LIMERICK, Pa. – Marine industry supplier Teleflex Inc. (NYSE:TFX) saw its marine revenues decline during the third quarter ended Sept. 28, the company reported in a recent statement.
Revenues within the company’s Commercial Segment, of which its marine business is a part, dropped 13 percent to $101.6 million from $117.0 million in the same period last year. Core growth in sales of rigging services products of 9 percent was more than offset by a decline in sales of marine and power systems products, according to Teleflex. Currency translation contributed 1 percent, offset by dispositions of 1 percent.
During the third quarter, operating profit in the Commercial Segment increased to $7.1 million from $2.3 million, principally due to increases and favorable product mix in the rigging services business, according to the company. In addition, third quarter 2007 operating margin reflected $5 million of warranty, engineering and acquisition-related expenses that did not recur in the third quarter of 2008. Segment operating margin rose to 7.0 percent from 2.0 percent in the prior year quarter.
Teleflex calls it a “very good quarter”
Despite the marine business declines, the company was pleased with its overall results, driven by increases in its medical and aerospace segments. Third quarter revenues from continuing operations rose 30 percent to $595.9 million from $458.6 million in the third quarter of 2007 driven by acquisitions and a favorable currency impact. Income from continuing operations excluding special charges increased 41 percent to $44.3 million, compared to $31.4 million in the prior year quarter. Net income from continuing operations for the quarter increased to $42.3 million compared to a loss in the prior year.
“This was another very good quarter for Teleflex,” said Jeffrey P. Black, chairman and chief executive officer. “We continued to expand operating margins, generate strong cash flow from operations and achieve operational efficiencies. All three segments delivered solid financial performances and we executed well on our strategic initiatives.

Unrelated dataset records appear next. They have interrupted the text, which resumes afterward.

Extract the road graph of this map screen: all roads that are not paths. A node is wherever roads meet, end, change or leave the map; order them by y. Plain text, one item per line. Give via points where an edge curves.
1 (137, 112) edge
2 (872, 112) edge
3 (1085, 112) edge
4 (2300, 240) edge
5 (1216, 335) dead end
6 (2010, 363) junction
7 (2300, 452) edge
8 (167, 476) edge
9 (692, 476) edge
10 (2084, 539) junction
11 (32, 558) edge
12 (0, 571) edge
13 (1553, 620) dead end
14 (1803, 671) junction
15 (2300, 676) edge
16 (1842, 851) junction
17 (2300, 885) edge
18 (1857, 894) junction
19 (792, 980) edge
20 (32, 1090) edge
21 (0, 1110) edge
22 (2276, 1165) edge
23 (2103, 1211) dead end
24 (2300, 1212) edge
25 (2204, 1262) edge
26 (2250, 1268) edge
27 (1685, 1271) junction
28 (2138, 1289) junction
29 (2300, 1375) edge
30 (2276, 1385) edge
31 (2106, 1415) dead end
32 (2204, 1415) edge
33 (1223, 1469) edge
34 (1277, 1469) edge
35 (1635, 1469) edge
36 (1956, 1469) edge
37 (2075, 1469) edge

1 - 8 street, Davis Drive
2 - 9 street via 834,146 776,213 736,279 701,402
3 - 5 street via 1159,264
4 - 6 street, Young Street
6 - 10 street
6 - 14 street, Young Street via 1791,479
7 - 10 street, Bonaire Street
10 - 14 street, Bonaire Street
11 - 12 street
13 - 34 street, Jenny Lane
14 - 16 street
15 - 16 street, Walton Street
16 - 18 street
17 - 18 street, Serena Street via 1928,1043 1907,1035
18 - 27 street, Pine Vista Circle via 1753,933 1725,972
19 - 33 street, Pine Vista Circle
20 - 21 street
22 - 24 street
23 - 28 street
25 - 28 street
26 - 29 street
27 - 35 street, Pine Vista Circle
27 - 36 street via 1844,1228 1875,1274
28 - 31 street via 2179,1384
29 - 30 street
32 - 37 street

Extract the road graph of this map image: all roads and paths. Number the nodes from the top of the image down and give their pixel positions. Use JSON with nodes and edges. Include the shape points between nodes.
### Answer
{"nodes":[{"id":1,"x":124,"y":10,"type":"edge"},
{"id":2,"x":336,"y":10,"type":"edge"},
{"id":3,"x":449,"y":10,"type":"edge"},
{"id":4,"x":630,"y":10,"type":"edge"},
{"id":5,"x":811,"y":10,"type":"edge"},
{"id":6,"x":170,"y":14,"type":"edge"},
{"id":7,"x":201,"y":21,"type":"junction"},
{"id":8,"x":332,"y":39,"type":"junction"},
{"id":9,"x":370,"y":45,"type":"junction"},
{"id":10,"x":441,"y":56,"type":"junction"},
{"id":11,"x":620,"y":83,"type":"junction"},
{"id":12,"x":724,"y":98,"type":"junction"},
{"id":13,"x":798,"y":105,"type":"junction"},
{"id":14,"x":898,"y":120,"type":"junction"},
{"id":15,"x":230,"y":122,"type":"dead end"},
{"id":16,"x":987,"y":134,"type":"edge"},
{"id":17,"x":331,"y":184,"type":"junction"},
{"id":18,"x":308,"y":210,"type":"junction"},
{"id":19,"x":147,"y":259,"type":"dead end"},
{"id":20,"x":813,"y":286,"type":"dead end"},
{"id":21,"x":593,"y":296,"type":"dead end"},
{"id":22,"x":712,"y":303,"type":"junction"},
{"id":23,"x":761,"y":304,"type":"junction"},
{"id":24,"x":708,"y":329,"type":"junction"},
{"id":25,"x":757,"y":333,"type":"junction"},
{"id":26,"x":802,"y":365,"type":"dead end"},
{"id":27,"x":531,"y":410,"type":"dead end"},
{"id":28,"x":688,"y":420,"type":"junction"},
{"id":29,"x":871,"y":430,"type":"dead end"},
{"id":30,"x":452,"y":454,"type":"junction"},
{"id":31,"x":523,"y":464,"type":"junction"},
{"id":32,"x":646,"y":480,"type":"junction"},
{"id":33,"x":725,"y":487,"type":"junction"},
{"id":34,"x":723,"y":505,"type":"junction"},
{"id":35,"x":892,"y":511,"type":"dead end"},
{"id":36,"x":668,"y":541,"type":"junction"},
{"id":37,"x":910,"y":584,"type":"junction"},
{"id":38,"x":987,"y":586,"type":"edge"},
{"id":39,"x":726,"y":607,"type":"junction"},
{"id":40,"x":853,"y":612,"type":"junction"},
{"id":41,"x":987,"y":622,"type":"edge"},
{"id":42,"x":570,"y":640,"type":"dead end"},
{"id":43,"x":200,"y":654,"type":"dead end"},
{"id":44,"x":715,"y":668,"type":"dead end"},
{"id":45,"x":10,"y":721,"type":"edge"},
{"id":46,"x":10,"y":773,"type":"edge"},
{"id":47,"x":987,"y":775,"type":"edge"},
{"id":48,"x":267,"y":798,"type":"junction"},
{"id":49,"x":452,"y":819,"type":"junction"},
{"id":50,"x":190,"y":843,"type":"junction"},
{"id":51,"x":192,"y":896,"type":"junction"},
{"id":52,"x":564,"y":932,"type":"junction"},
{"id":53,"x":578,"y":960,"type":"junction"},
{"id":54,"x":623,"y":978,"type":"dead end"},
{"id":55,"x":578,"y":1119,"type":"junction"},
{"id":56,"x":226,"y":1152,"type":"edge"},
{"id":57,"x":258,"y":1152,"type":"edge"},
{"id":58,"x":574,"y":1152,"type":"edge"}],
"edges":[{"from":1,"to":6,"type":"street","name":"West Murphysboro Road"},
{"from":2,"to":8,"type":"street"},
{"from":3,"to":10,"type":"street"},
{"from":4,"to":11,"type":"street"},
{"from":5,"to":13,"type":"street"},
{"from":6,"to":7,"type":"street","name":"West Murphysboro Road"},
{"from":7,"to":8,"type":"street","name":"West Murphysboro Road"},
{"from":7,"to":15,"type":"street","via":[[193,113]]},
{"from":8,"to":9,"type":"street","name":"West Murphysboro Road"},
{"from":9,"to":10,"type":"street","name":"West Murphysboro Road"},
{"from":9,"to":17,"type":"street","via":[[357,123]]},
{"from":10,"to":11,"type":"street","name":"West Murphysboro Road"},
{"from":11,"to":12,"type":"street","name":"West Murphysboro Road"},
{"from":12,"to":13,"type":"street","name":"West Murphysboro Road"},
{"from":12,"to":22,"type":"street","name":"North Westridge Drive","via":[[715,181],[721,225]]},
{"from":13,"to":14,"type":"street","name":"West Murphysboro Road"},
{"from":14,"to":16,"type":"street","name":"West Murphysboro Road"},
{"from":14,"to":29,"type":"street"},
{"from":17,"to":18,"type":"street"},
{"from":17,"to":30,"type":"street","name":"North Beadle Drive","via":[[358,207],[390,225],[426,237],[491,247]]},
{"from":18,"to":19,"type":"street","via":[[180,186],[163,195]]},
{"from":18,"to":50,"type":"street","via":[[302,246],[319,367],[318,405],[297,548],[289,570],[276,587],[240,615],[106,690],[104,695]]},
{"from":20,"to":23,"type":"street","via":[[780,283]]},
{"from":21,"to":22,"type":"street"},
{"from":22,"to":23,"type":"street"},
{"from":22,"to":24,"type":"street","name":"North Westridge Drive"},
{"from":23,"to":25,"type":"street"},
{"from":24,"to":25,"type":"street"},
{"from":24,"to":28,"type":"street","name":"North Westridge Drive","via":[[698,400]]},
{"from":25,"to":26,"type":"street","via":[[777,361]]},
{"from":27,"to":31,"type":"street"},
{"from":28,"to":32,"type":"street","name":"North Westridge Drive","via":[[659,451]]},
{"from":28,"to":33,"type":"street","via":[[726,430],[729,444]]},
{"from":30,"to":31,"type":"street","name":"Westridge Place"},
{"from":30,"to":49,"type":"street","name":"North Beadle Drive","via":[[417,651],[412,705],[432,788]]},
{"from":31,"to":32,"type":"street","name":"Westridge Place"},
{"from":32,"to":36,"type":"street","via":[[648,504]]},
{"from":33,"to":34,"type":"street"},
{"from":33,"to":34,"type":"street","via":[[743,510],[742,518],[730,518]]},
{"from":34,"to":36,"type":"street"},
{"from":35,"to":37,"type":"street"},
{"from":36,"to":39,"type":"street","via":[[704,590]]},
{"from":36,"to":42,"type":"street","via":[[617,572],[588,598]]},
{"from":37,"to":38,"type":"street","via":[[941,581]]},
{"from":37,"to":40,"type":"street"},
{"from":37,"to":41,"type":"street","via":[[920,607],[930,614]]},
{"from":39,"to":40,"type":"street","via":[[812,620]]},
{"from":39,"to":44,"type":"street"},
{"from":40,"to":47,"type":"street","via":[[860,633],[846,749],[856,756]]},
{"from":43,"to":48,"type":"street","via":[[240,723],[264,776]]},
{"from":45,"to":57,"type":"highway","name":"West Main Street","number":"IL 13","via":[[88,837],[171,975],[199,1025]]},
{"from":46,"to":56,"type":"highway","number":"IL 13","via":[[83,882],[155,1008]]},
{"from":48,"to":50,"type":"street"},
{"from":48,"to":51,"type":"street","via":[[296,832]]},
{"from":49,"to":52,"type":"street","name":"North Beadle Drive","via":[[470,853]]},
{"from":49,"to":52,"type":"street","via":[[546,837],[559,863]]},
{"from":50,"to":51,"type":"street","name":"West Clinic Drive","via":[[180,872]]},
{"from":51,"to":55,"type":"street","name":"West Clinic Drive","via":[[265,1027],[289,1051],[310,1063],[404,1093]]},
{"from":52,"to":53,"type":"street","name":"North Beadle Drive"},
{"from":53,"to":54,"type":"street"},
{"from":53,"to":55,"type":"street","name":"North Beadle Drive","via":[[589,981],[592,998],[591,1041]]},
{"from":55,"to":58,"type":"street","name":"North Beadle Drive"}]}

“We are on track to achieve the top end of our previously stated range for full year earnings per share, excluding special charges. In addition, we expect cash flow from operations for the full year of approximately $260 million excluding the tax payment. Teleflex enters the last quarter of the year with solid fundamentals – an improved balance sheet, strong cash flow and a portfolio of businesses better-positioned to manage through what is likely to be a challenging economic environment.”
For the first nine months, Teleflex revenues from continuing operations increased 35 percent to $1.8 billion from $1.4 billion when compared to 2007. Income from continuing operations excluding special charges increased to $119.8 million, compared to $100.4 million in the prior year period. Net income from continuing operations for the first nine months rose to $103.1 million compared to $3.9 million in the prior year.